■ **Exercise**: Show each line from the records below in which the word "Give" occurs.

■ **Data for this task**:
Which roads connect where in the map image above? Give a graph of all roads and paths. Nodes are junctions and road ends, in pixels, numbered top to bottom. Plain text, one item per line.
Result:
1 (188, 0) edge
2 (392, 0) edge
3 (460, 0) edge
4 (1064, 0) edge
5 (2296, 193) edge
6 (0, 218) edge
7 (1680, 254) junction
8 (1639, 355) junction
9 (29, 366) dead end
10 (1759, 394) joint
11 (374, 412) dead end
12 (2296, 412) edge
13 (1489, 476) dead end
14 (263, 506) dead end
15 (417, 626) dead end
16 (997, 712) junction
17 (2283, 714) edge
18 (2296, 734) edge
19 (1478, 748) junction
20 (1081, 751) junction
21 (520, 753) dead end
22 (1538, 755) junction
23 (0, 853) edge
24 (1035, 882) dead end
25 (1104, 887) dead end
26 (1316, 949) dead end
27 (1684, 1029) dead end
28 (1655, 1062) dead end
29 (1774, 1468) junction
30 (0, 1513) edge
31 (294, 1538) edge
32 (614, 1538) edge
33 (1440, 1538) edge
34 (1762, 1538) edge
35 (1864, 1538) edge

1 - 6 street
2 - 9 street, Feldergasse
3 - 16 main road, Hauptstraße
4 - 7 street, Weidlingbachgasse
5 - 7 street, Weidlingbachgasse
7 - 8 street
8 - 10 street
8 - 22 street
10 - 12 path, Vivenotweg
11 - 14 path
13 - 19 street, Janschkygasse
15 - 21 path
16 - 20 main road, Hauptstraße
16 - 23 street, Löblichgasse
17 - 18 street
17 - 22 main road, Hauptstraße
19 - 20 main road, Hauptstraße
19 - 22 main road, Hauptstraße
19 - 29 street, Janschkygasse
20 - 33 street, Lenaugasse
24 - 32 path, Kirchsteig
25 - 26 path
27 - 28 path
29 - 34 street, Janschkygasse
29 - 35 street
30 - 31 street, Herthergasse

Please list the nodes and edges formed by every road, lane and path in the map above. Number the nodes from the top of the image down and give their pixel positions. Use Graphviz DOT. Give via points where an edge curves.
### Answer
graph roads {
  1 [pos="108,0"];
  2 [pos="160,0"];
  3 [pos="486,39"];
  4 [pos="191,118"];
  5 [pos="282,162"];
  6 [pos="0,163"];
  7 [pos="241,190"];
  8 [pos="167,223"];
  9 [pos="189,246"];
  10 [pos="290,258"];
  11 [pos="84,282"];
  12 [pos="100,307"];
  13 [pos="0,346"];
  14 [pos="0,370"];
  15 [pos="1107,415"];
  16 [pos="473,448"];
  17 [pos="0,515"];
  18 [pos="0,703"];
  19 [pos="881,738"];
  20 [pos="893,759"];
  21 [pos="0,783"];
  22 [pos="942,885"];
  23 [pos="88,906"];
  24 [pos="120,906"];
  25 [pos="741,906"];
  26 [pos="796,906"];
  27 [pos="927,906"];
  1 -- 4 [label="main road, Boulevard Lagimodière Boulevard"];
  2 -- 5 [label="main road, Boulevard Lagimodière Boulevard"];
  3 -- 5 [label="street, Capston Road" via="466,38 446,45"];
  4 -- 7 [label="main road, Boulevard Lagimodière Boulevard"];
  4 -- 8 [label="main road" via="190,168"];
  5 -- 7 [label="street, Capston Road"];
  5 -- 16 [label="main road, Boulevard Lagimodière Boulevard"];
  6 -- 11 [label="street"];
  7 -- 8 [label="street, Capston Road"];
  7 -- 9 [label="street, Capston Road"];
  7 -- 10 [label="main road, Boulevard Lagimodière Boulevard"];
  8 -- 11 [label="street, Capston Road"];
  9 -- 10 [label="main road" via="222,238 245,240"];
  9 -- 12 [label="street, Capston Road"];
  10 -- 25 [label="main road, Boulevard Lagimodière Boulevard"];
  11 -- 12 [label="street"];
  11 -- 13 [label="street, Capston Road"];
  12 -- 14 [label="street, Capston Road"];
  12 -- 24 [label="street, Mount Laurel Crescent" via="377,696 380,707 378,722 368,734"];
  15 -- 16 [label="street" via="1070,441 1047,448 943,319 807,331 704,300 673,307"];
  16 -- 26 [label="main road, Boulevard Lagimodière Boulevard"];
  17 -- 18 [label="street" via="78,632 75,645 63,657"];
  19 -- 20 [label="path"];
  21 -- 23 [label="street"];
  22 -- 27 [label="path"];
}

■ **The answer**:
Which roads connect where in the map image above? Give a graph of all roads and paths. Nodes are junctions and road ends, in pixels, numbered top to bottom. Plain text, one item per line.
Please list the nodes and edges formed by every road, lane and path in the map above. Number the nodes from the top of the image down and give their pixel positions. Use Graphviz DOT. Give via points where an edge curves.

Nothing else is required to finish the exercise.